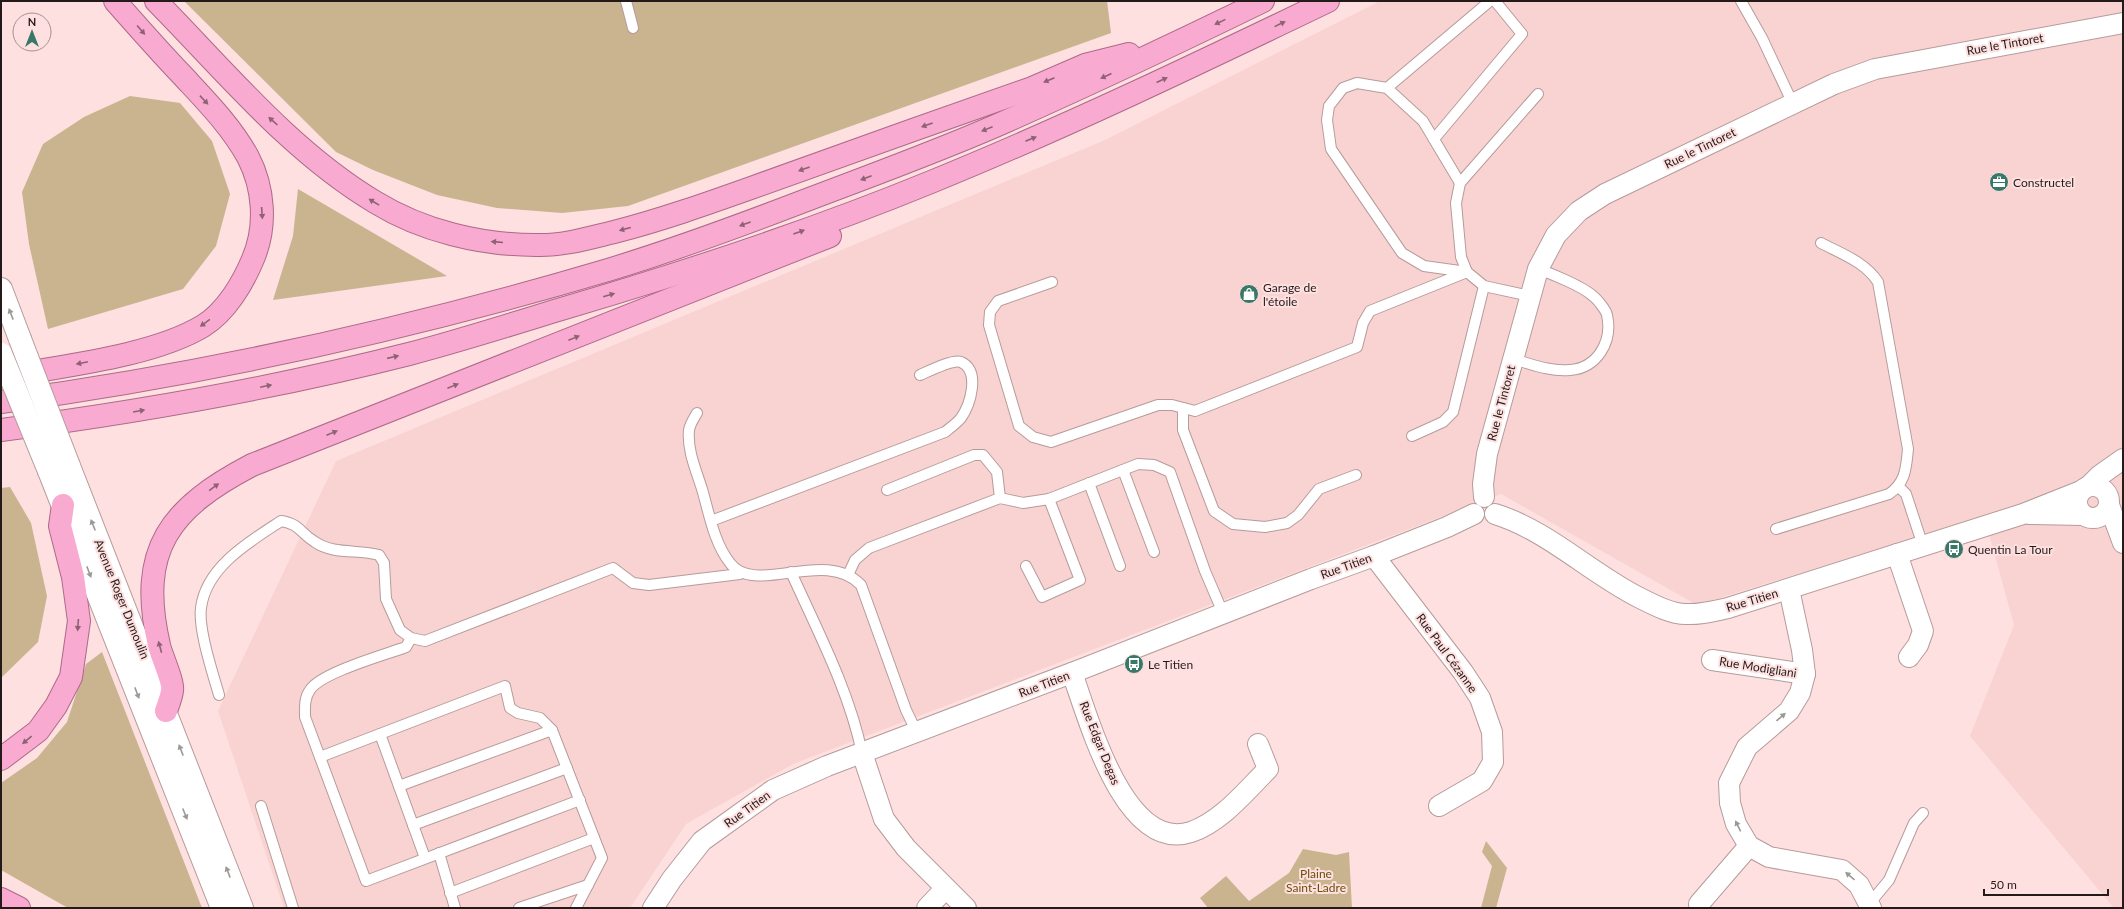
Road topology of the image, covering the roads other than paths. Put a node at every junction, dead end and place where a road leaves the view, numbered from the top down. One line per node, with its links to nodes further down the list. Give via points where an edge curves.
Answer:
1 (115, 1): 28 (highway, one-way to 28, via 225,122 248,158 261,190 263,221 258,249 247,275 230,300 204,325 159,345 80,364)
2 (156, 1): 11 (highway, one-way to 2, via 1085,66 662,219 578,241 537,245 490,242 451,234 412,221 377,204 341,180 270,119)
3 (626, 1): 10 (lane)
4 (1263, 1): 11 (highway, one-way to 11)
5 (1328, 1): 16 (highway, one-way to 5, via 1080,118)
6 (1490, 1): 12 (lane)
7 (1495, 1): 15 (lane, via 1522,34)
8 (1741, 1): 14 (lane, via 1762,38)
9 (2123, 23): 14 (street, Rue le Tintoret, via 1875,69 1834,84)
10 (633, 28)
11 (1179, 41): 29 (highway, one-way to 29, via 1005,122 882,172 744,224 610,269 465,310 303,350 157,378)
12 (1387, 88): 15 (lane, via 1422,121); 20 (lane, via 1357,84 1343,88 1329,106 1331,149 1402,253 1424,266)
13 (1538, 94): 17 (lane)
14 (1792, 104): 19 (street, Rue le Tintoret, via 1605,194 1579,211 1556,235)
15 (1434, 139): 17 (lane)
16 (931, 182): 32 (highway, one-way to 16, via 206,399 411,353 624,291 736,254); 72 (highway, one-way to 16, via 173,690 153,619 151,581 158,550 184,511 222,481 252,465 893,211)
17 (1460, 183): 20 (lane, via 1456,203 1461,257)
18 (1821, 243): 42 (lane, via 1862,264 1872,272 1878,282 1908,449 1906,469)
19 (1538, 269): 24 (street, Rue le Tintoret); 26 (lane, via 1592,295 1607,314 1608,332 1602,353 1589,366 1554,370)
20 (1467, 272): 22 (lane); 30 (lane, via 1370,311 1363,323 1357,347 1195,411)
21 (1052, 282): 30 (lane, via 998,301 990,312 989,325 1019,426 1033,437 1051,442 1158,405)
22 (1484, 286): 24 (lane); 34 (lane, via 1453,412 1443,422)
23 (1, 289): 38 (main road, Avenue Roger Dumoulin, one-way to 23, bridge, via 20,339)
24 (1530, 296): 26 (street, Rue le Tintoret)
25 (1, 354): 38 (main road, Avenue Roger Dumoulin, bridge)
26 (1513, 359): 49 (street, Rue le Tintoret, via 1487,454 1482,490)
27 (920, 375): 52 (lane, via 953,362 961,362 970,370 970,400 960,419 945,432)
28 (1, 377)
29 (1, 402)
30 (1183, 408): 40 (lane, via 1183,430 1214,511 1233,524 1265,527 1287,523 1298,516 1319,489)
31 (697, 413): 52 (lane, via 689,429 690,451)
32 (100, 417): 33 (highway); 35 (highway)
33 (1, 430)
34 (1412, 436)
35 (1, 443)
36 (2123, 459): 43 (street, Rue Titien)
37 (2123, 465): 47 (street)
38 (59, 468): 48 (main road, Avenue Roger Dumoulin); 72 (main road, Avenue Roger Dumoulin, one-way to 38)
39 (1123, 470): 41 (lane); 56 (lane); 65 (lane, via 1138,464 1154,464 1170,472 1205,571)
40 (1356, 475)
41 (1089, 483): 46 (lane); 60 (lane)
42 (1899, 487): 53 (lane, via 1889,494); 55 (lane, via 1906,494)
43 (2085, 488): 47 (street, via 2099,487 2107,493); 50 (street, Rue Titien); 51 (street, via 2077,503 2078,510)
44 (887, 490): 45 (lane, via 974,455 982,455 997,472)
45 (1000, 498): 46 (lane, via 1022,503); 63 (lane, via 868,548 855,560)
46 (1049, 499): 59 (lane, via 1080,580 1042,597)
47 (2109, 501): 51 (street, via 2106,512 2100,517); 54 (street)
48 (63, 505): 79 (highway, one-way to 79, via 60,526 73,577 79,621 71,676 56,706 38,731); 98 (main road, Avenue Roger Dumoulin, one-way to 98)
49 (1484, 508): 58 (street, Rue Titien, via 1447,527); 64 (street, Rue Titien, via 1542,535 1625,591 1655,606 1685,614 1705,614)
50 (2023, 514): 51 (street, Rue Titien); 55 (street, Rue Titien)
51 (2087, 517): 54 (street)
52 (712, 521): 62 (lane, via 718,542 730,564)
53 (1776, 529)
54 (2123, 544)
55 (1923, 546): 57 (street, Rue Titien)
56 (1154, 552)
57 (1897, 554): 64 (street, Rue Titien); 67 (street, via 1923,631 1918,645)
58 (1374, 556): 65 (street, Rue Titien); 84 (street, Rue Paul Cézanne, via 1463,672 1480,698 1492,732 1493,762 1482,781)
59 (1026, 566)
60 (1120, 566)
61 (791, 572): 62 (lane, via 756,577); 63 (lane, via 832,569); 77 (lane, via 846,697)
62 (740, 574): 66 (lane, via 649,586 633,583 613,568 425,641)
63 (848, 575): 74 (lane, via 854,577 861,585 906,710)
64 (1789, 589): 70 (street, Rue Modigliani, via 1802,650)
65 (1223, 613): 69 (street, Rue Titien)
66 (411, 638): 71 (lane, via 400,630 386,599 384,563 379,555 367,551 339,551 315,543 292,523 281,521 245,545 209,581 201,609 204,638); 78 (lane, via 406,647 321,679 310,690 306,699 305,718)
67 (1909, 657)
68 (1712, 660): 70 (street, Rue Modigliani)
69 (1072, 673): 74 (street, Rue Titien); 76 (street, Rue Edgar Degas, via 1111,777 1128,804 1159,830 1174,833 1190,832 1214,820 1268,769)
70 (1804, 674): 88 (street, Rue Modigliani, one-way to 70, via 1736,824 1730,803 1729,783 1747,747 1789,710 1800,693)
71 (219, 695)
72 (166, 711): 99 (main road, Avenue Roger Dumoulin, one-way to 72)
73 (552, 730): 75 (lane, via 540,718 518,713 510,708 505,686); 80 (lane); 81 (lane)
74 (917, 733): 77 (street, Rue Titien)
75 (380, 734): 78 (lane); 81 (lane)
76 (1258, 744)
77 (862, 753): 92 (street, via 884,819 906,848); 104 (street, Rue Titien, via 773,790 702,841)
78 (320, 757): 90 (lane, via 366,881)
79 (1, 759)
80 (567, 768): 82 (lane); 86 (lane)
81 (399, 786): 86 (lane)
82 (580, 800): 87 (lane); 89 (lane)
83 (260, 806): 100 (lane)
84 (1439, 806)
85 (1923, 813): 96 (lane, via 1914,823 1889,880)
86 (413, 825): 90 (lane)
87 (594, 838): 91 (lane, via 602,858); 93 (lane)
88 (1749, 846): 95 (street); 96 (street, one-way to 88, via 1859,885 1842,870 1769,857)
89 (439, 853): 90 (lane); 93 (lane)
90 (425, 858)
91 (588, 885): 102 (lane); 103 (lane)
92 (945, 889): 105 (street); 106 (street)
93 (450, 894): 101 (lane)
94 (1, 899): 97 (highway)
95 (1700, 904)
96 (1870, 906)
97 (19, 908)
98 (222, 908)
99 (242, 908)
100 (293, 908)
101 (455, 908)
102 (519, 908)
103 (576, 908)
104 (653, 908)
105 (927, 908)
106 (966, 908)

*****

:: Problem to work on ::
Although the records contain pictures, the output must hold only their exact wording.

:: Answer to this task ::
Road topology of the image, covering the roads other than paths. Put a node at every junction, dead end and place where a road leaves the view, numbered from the top down. One line per node, with its links to nodes further down the list. Give via points where an edge curves.
Answer:
1 (115, 1): 28 (highway, one-way to 28, via 225,122 248,158 261,190 263,221 258,249 247,275 230,300 204,325 159,345 80,364)
2 (156, 1): 11 (highway, one-way to 2, via 1085,66 662,219 578,241 537,245 490,242 451,234 412,221 377,204 341,180 270,119)
3 (626, 1): 10 (lane)
4 (1263, 1): 11 (highway, one-way to 11)
5 (1328, 1): 16 (highway, one-way to 5, via 1080,118)
6 (1490, 1): 12 (lane)
7 (1495, 1): 15 (lane, via 1522,34)
8 (1741, 1): 14 (lane, via 1762,38)
9 (2123, 23): 14 (street, Rue le Tintoret, via 1875,69 1834,84)
10 (633, 28)
11 (1179, 41): 29 (highway, one-way to 29, via 1005,122 882,172 744,224 610,269 465,310 303,350 157,378)
12 (1387, 88): 15 (lane, via 1422,121); 20 (lane, via 1357,84 1343,88 1329,106 1331,149 1402,253 1424,266)
13 (1538, 94): 17 (lane)
14 (1792, 104): 19 (street, Rue le Tintoret, via 1605,194 1579,211 1556,235)
15 (1434, 139): 17 (lane)
16 (931, 182): 32 (highway, one-way to 16, via 206,399 411,353 624,291 736,254); 72 (highway, one-way to 16, via 173,690 153,619 151,581 158,550 184,511 222,481 252,465 893,211)
17 (1460, 183): 20 (lane, via 1456,203 1461,257)
18 (1821, 243): 42 (lane, via 1862,264 1872,272 1878,282 1908,449 1906,469)
19 (1538, 269): 24 (street, Rue le Tintoret); 26 (lane, via 1592,295 1607,314 1608,332 1602,353 1589,366 1554,370)
20 (1467, 272): 22 (lane); 30 (lane, via 1370,311 1363,323 1357,347 1195,411)
21 (1052, 282): 30 (lane, via 998,301 990,312 989,325 1019,426 1033,437 1051,442 1158,405)
22 (1484, 286): 24 (lane); 34 (lane, via 1453,412 1443,422)
23 (1, 289): 38 (main road, Avenue Roger Dumoulin, one-way to 23, bridge, via 20,339)
24 (1530, 296): 26 (street, Rue le Tintoret)
25 (1, 354): 38 (main road, Avenue Roger Dumoulin, bridge)
26 (1513, 359): 49 (street, Rue le Tintoret, via 1487,454 1482,490)
27 (920, 375): 52 (lane, via 953,362 961,362 970,370 970,400 960,419 945,432)
28 (1, 377)
29 (1, 402)
30 (1183, 408): 40 (lane, via 1183,430 1214,511 1233,524 1265,527 1287,523 1298,516 1319,489)
31 (697, 413): 52 (lane, via 689,429 690,451)
32 (100, 417): 33 (highway); 35 (highway)
33 (1, 430)
34 (1412, 436)
35 (1, 443)
36 (2123, 459): 43 (street, Rue Titien)
37 (2123, 465): 47 (street)
38 (59, 468): 48 (main road, Avenue Roger Dumoulin); 72 (main road, Avenue Roger Dumoulin, one-way to 38)
39 (1123, 470): 41 (lane); 56 (lane); 65 (lane, via 1138,464 1154,464 1170,472 1205,571)
40 (1356, 475)
41 (1089, 483): 46 (lane); 60 (lane)
42 (1899, 487): 53 (lane, via 1889,494); 55 (lane, via 1906,494)
43 (2085, 488): 47 (street, via 2099,487 2107,493); 50 (street, Rue Titien); 51 (street, via 2077,503 2078,510)
44 (887, 490): 45 (lane, via 974,455 982,455 997,472)
45 (1000, 498): 46 (lane, via 1022,503); 63 (lane, via 868,548 855,560)
46 (1049, 499): 59 (lane, via 1080,580 1042,597)
47 (2109, 501): 51 (street, via 2106,512 2100,517); 54 (street)
48 (63, 505): 79 (highway, one-way to 79, via 60,526 73,577 79,621 71,676 56,706 38,731); 98 (main road, Avenue Roger Dumoulin, one-way to 98)
49 (1484, 508): 58 (street, Rue Titien, via 1447,527); 64 (street, Rue Titien, via 1542,535 1625,591 1655,606 1685,614 1705,614)
50 (2023, 514): 51 (street, Rue Titien); 55 (street, Rue Titien)
51 (2087, 517): 54 (street)
52 (712, 521): 62 (lane, via 718,542 730,564)
53 (1776, 529)
54 (2123, 544)
55 (1923, 546): 57 (street, Rue Titien)
56 (1154, 552)
57 (1897, 554): 64 (street, Rue Titien); 67 (street, via 1923,631 1918,645)
58 (1374, 556): 65 (street, Rue Titien); 84 (street, Rue Paul Cézanne, via 1463,672 1480,698 1492,732 1493,762 1482,781)
59 (1026, 566)
60 (1120, 566)
61 (791, 572): 62 (lane, via 756,577); 63 (lane, via 832,569); 77 (lane, via 846,697)
62 (740, 574): 66 (lane, via 649,586 633,583 613,568 425,641)
63 (848, 575): 74 (lane, via 854,577 861,585 906,710)
64 (1789, 589): 70 (street, Rue Modigliani, via 1802,650)
65 (1223, 613): 69 (street, Rue Titien)
66 (411, 638): 71 (lane, via 400,630 386,599 384,563 379,555 367,551 339,551 315,543 292,523 281,521 245,545 209,581 201,609 204,638); 78 (lane, via 406,647 321,679 310,690 306,699 305,718)
67 (1909, 657)
68 (1712, 660): 70 (street, Rue Modigliani)
69 (1072, 673): 74 (street, Rue Titien); 76 (street, Rue Edgar Degas, via 1111,777 1128,804 1159,830 1174,833 1190,832 1214,820 1268,769)
70 (1804, 674): 88 (street, Rue Modigliani, one-way to 70, via 1736,824 1730,803 1729,783 1747,747 1789,710 1800,693)
71 (219, 695)
72 (166, 711): 99 (main road, Avenue Roger Dumoulin, one-way to 72)
73 (552, 730): 75 (lane, via 540,718 518,713 510,708 505,686); 80 (lane); 81 (lane)
74 (917, 733): 77 (street, Rue Titien)
75 (380, 734): 78 (lane); 81 (lane)
76 (1258, 744)
77 (862, 753): 92 (street, via 884,819 906,848); 104 (street, Rue Titien, via 773,790 702,841)
78 (320, 757): 90 (lane, via 366,881)
79 (1, 759)
80 (567, 768): 82 (lane); 86 (lane)
81 (399, 786): 86 (lane)
82 (580, 800): 87 (lane); 89 (lane)
83 (260, 806): 100 (lane)
84 (1439, 806)
85 (1923, 813): 96 (lane, via 1914,823 1889,880)
86 (413, 825): 90 (lane)
87 (594, 838): 91 (lane, via 602,858); 93 (lane)
88 (1749, 846): 95 (street); 96 (street, one-way to 88, via 1859,885 1842,870 1769,857)
89 (439, 853): 90 (lane); 93 (lane)
90 (425, 858)
91 (588, 885): 102 (lane); 103 (lane)
92 (945, 889): 105 (street); 106 (street)
93 (450, 894): 101 (lane)
94 (1, 899): 97 (highway)
95 (1700, 904)
96 (1870, 906)
97 (19, 908)
98 (222, 908)
99 (242, 908)
100 (293, 908)
101 (455, 908)
102 (519, 908)
103 (576, 908)
104 (653, 908)
105 (927, 908)
106 (966, 908)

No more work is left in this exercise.